The arithmetic operations with non-negative integers differ from the arithmetic operations of C. On overflows and underflows, they either generate exceptions or have saturating behavior.

4 comments

adrian_b

Reply
alberto-m  20 hours ago

> An alternative view is that any C "unsigned" is both positive and negative. For example the unsigned short "1" is the same number as "65537" and as "-65535".

This can be disproven by the fact that dividing by `unsigned e = 1U` is well defined and always yields the starting number. If the unsigned numbers were really modular numbers as you suggest, division could not be defined.

  • adrian_b  19 hours ago

    This does not demonstrate anything. It is just additional evidence that the C standard contains contradictory rules about "unsigned" integers.

    The oldest parts of the C language are all consistent with "unsigned" numbers being non-negative integers. The implicit conversions between different sizes of "unsigned", the sizeof operator, the relational operators and division are consistent with non-negative integers.

    However the first C standard, instead of defining the correct behavior has left undefined many corner cases of the arithmetic operations, allowing the implementation of "unsigned" as either non-negative integers or integer residues.

    Eventually, the undefined behaviors for addition, subtraction and multiplication have been defined to be those of integer residues, not those of non-negative integers.

    These contradictory properties are the cause of many confusions and bugs.

    In extensible languages, like C++, it is possible to define proper non-negative integers and integer residues and bit strings and to always use those types instead of the built-in "unsigned".
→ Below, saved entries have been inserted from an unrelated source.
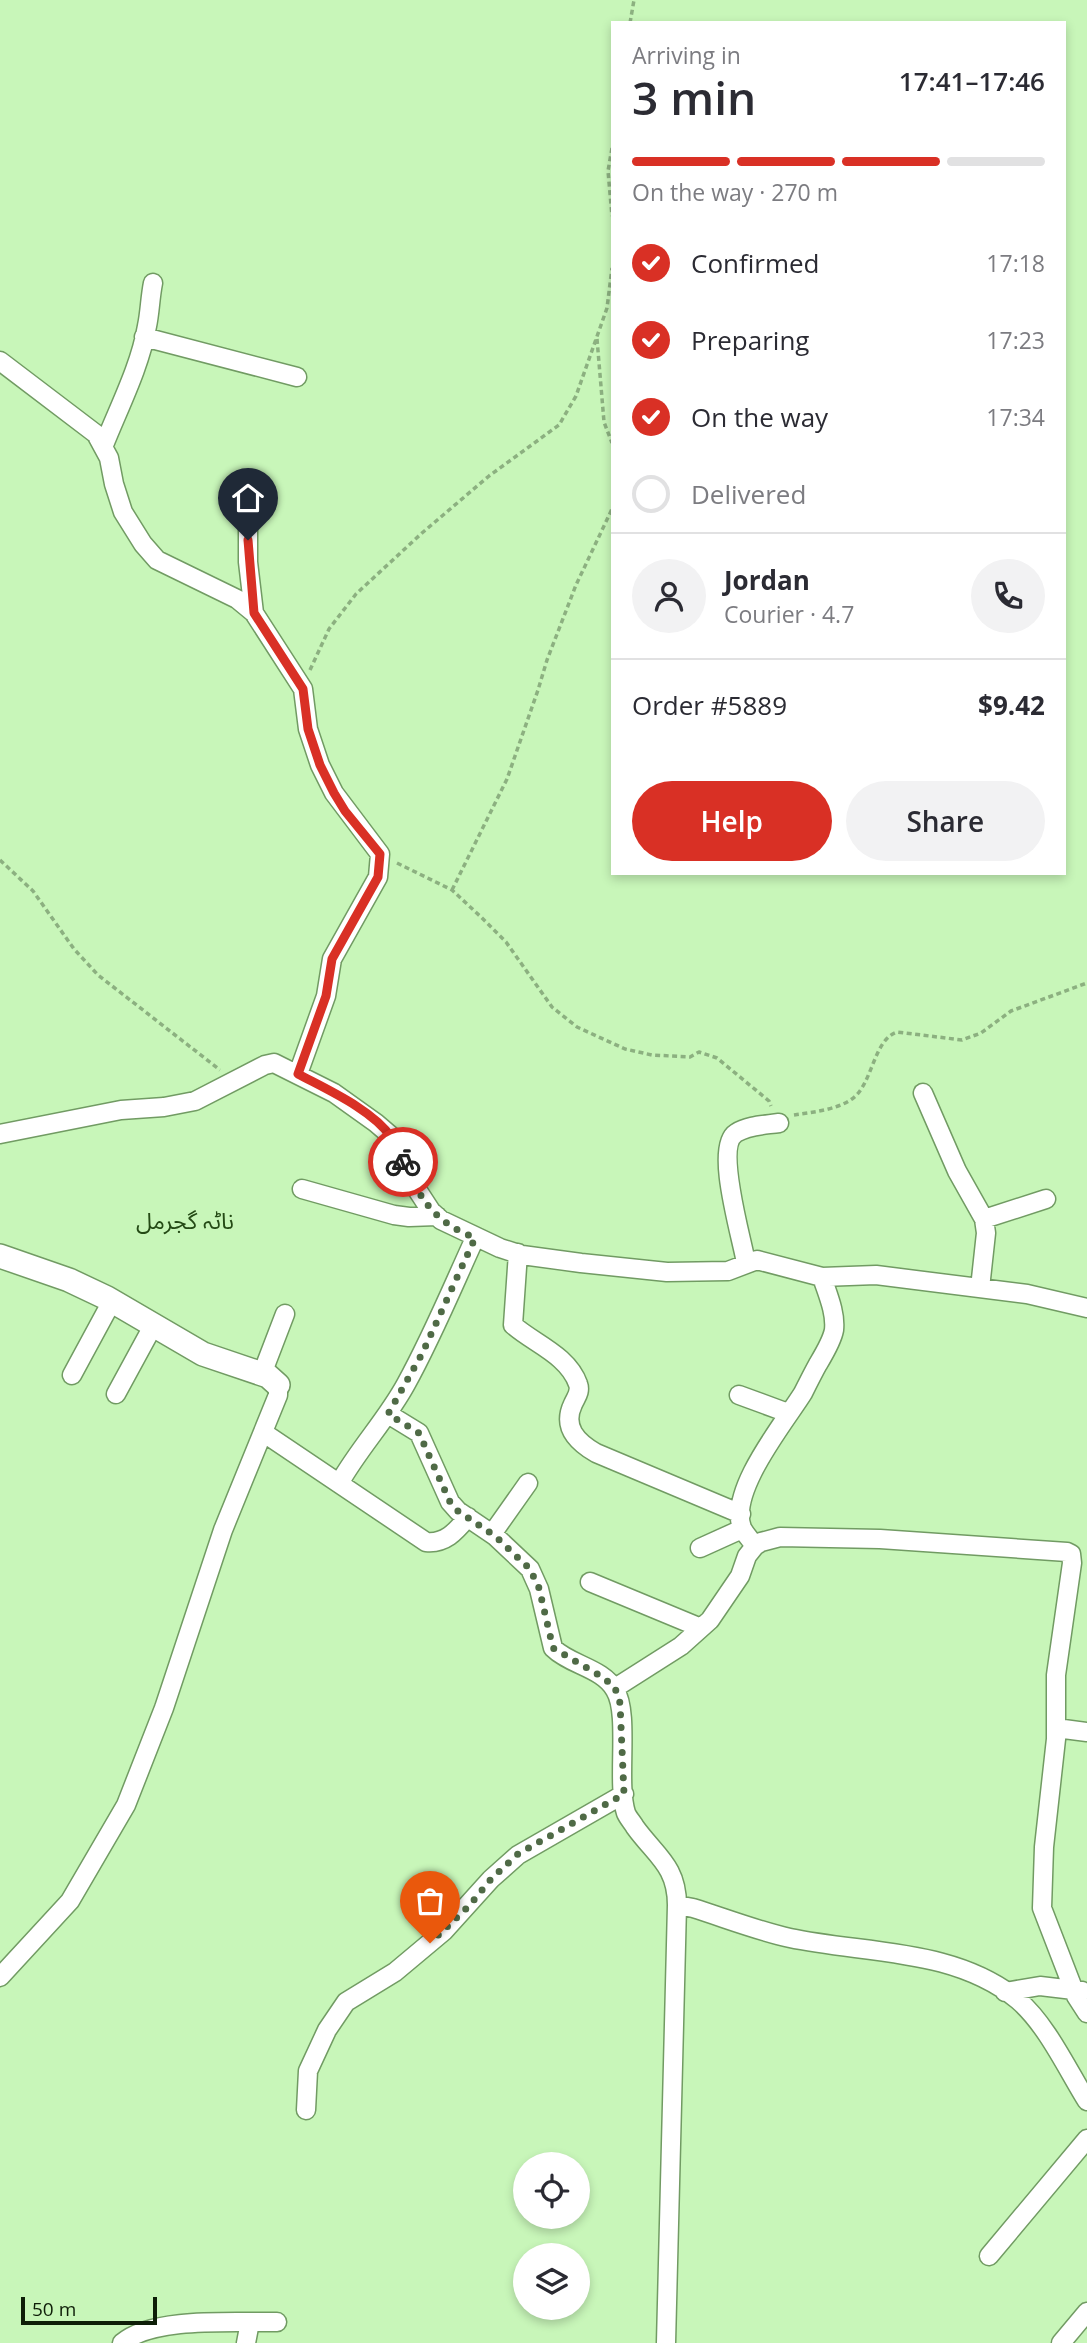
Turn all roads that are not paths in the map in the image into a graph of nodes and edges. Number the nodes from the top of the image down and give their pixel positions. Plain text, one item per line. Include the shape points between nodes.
1 (153, 283) dead end
2 (144, 337) junction
3 (0, 361) edge
4 (297, 377) dead end
5 (104, 445) junction
6 (248, 517) dead end
7 (254, 613) junction
8 (298, 1074) junction
9 (923, 1093) dead end
10 (779, 1123) road end
11 (0, 1133) edge
12 (302, 1189) dead end
13 (1046, 1199) dead end
14 (437, 1216) junction
15 (984, 1219) junction
16 (475, 1238) junction
17 (518, 1253) junction
18 (0, 1256) edge
19 (746, 1263) junction
20 (822, 1277) junction
21 (980, 1288) junction
22 (112, 1301) junction
23 (1087, 1308) edge
24 (285, 1314) dead end
25 (153, 1326) junction
26 (72, 1375) dead end
27 (270, 1379) junction
28 (116, 1394) dead end
29 (739, 1395) dead end
30 (788, 1413) junction
31 (388, 1414) junction
32 (264, 1433) junction
33 (340, 1482) junction
34 (528, 1483) dead end
35 (468, 1517) junction
36 (742, 1522) junction
37 (492, 1534) junction
38 (755, 1546) junction
39 (701, 1548) dead end
40 (590, 1582) dead end
41 (701, 1628) junction
42 (615, 1688) junction
43 (1056, 1728) junction
44 (1087, 1732) edge
45 (624, 1794) junction
46 (677, 1905) junction
47 (0, 1977) edge
48 (1081, 1991) edge
49 (1005, 1992) junction
50 (1087, 2013) edge
51 (1087, 2101) edge
52 (306, 2110) dead end
53 (1087, 2139) edge
54 (989, 2256) dead end
55 (1087, 2312) edge
56 (250, 2322) junction
57 (277, 2322) dead end
58 (122, 2343) edge
59 (246, 2343) edge
60 (666, 2343) edge
61 (1061, 2343) edge

1 - 2 street
2 - 4 street
2 - 5 street
3 - 5 street via 96,434
5 - 7 street via 122,512 158,560 237,599
6 - 7 street
7 - 8 street via 303,689 308,729 320,765 345,811 380,854 378,877 332,959 326,996
8 - 11 street via 274,1063 195,1101
8 - 14 street via 362,1111 390,1135 416,1188
9 - 15 street
10 - 19 street via 736,1133 729,1142 727,1167
12 - 14 street via 394,1215
13 - 15 street
14 - 16 street
15 - 21 street
16 - 17 street
16 - 31 street via 422,1354
17 - 19 street via 678,1272 728,1271
17 - 36 street via 513,1325 565,1364 578,1383 580,1392 571,1408 570,1427 576,1440
18 - 22 street
19 - 20 street via 757,1260
20 - 21 street via 876,1275
20 - 30 street via 834,1329
21 - 23 street
22 - 25 street
22 - 26 street
24 - 27 street
25 - 27 street via 203,1354
25 - 28 street
27 - 32 street via 278,1395
29 - 30 street
30 - 36 street via 751,1475
31 - 33 street
31 - 35 street via 419,1433 450,1502
32 - 33 street
32 - 47 street via 223,1530 164,1708 126,1805 70,1901
33 - 35 street via 426,1542 449,1537
34 - 37 street
35 - 37 street
36 - 38 street
36 - 39 street
37 - 42 street via 530,1569 553,1648
38 - 41 street via 729,1594
38 - 43 street via 780,1537 1067,1552 1072,1563 1056,1675
40 - 41 street
41 - 42 street
42 - 45 street via 620,1703
43 - 44 street
43 - 48 street via 1042,1908
45 - 46 street via 626,1814 673,1874
45 - 52 street via 518,1854 444,1931 395,1972 346,2002 307,2071
46 - 49 street via 790,1937 939,1962 992,1982
46 - 60 street
48 - 49 street via 1040,1986
48 - 50 street
49 - 51 street via 1039,2023
53 - 54 street
55 - 61 street
56 - 57 street
56 - 58 street via 167,2325
56 - 59 street

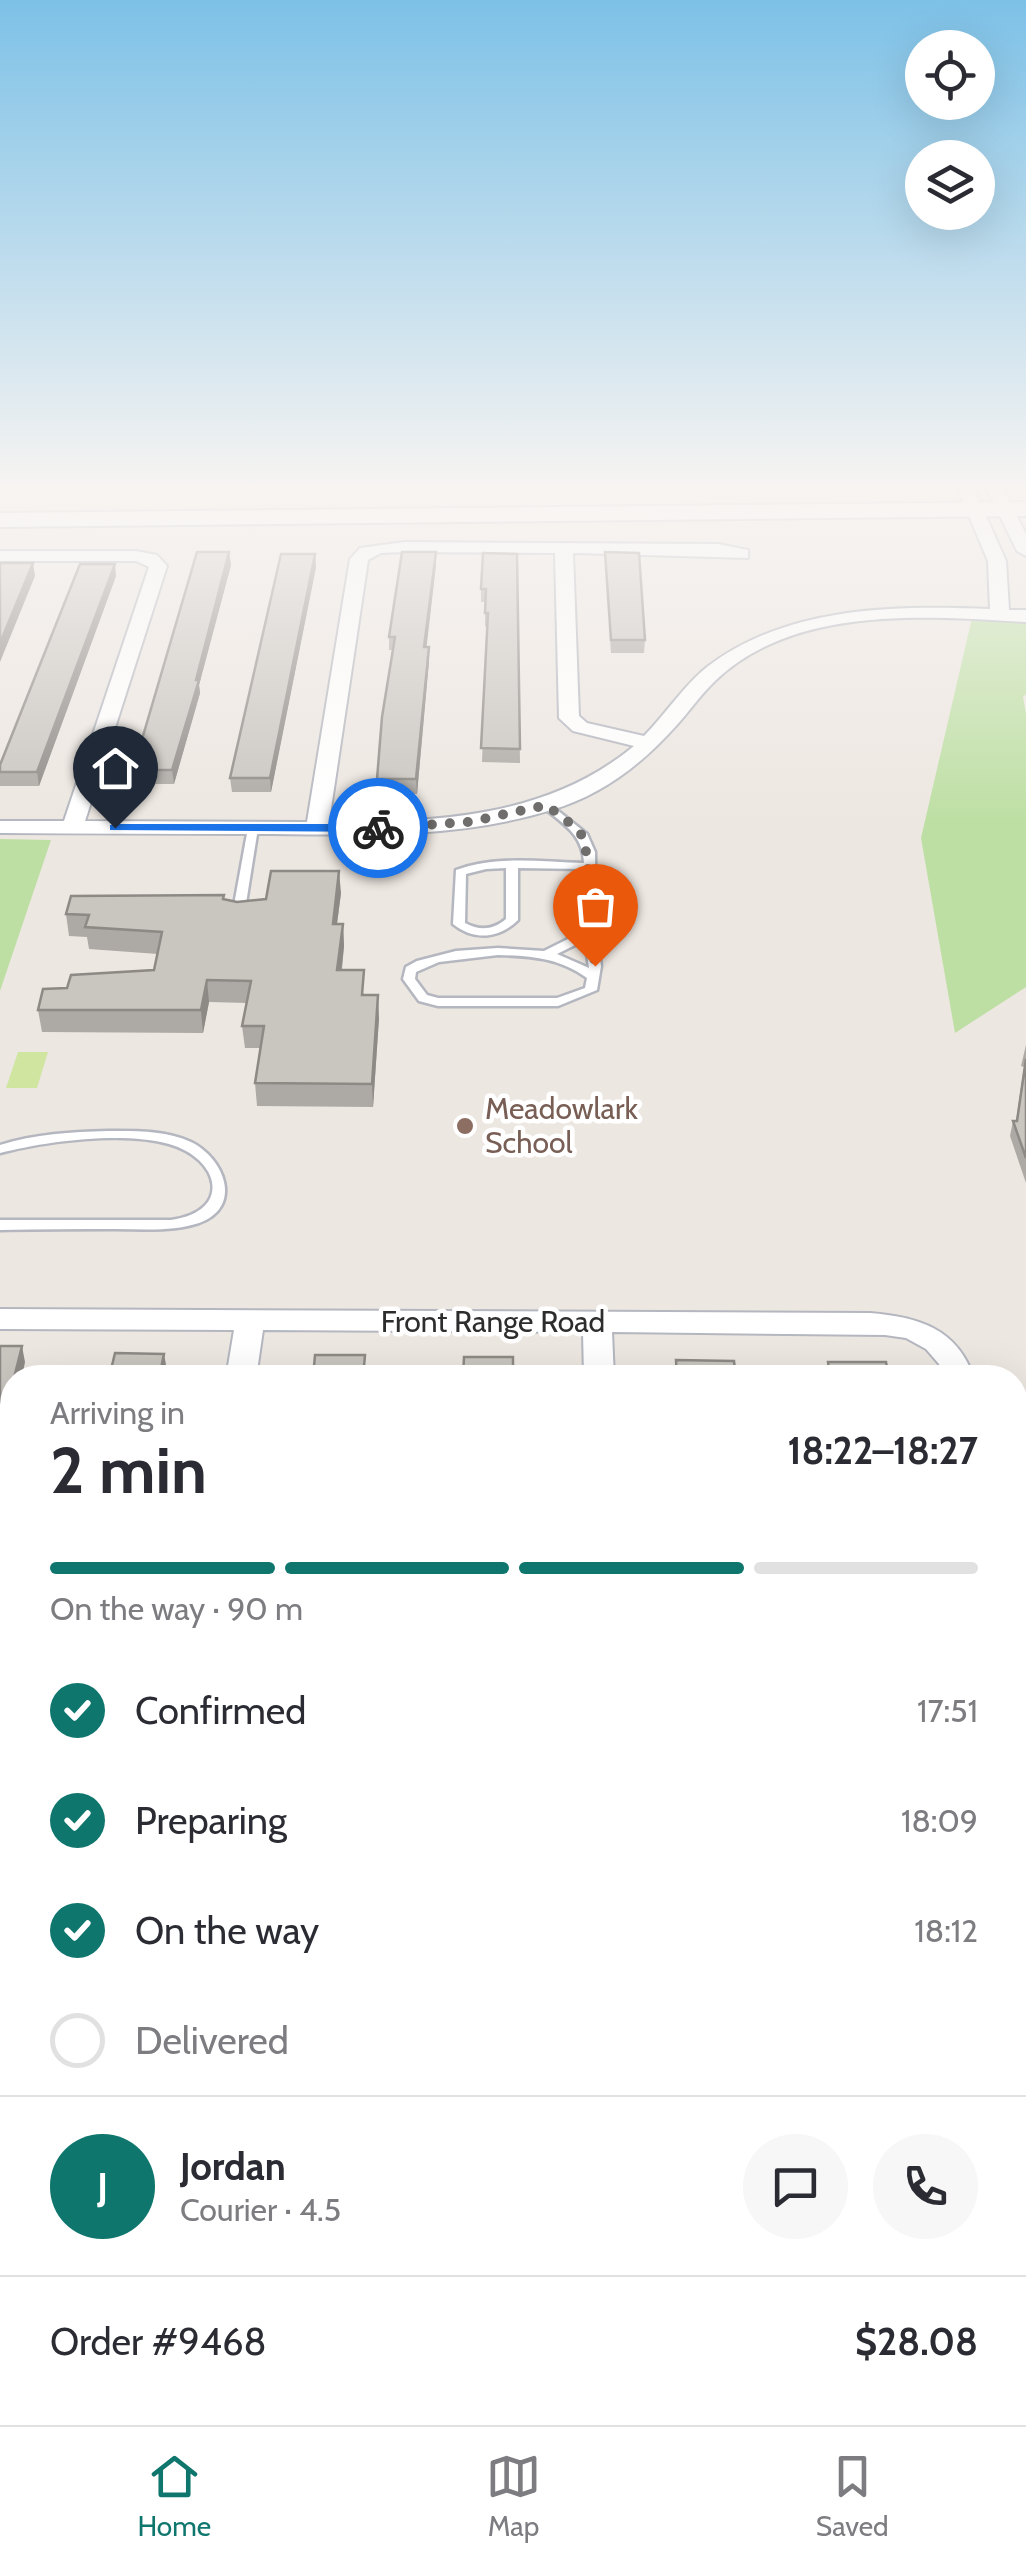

    In C, it is better to always use signed numbers and avoid unsigned, by casting unsigned to bigger sizes of signed before using such a value.

marshray  19 hours ago

Are you claiming that the following program could possibly print "-1" ?

    #include <stdio.h>
    int main() {
        unsigned short a = 1;
        long b = a;
        printf("%ld\n", b);
    }

If not, why?

cperciva  20 hours ago

Leaving aside the fact that, yes, unsigned integer types are definitely not negative -- my point wasn't about types at all. Objects cannot take up a negative number of bytes of memory!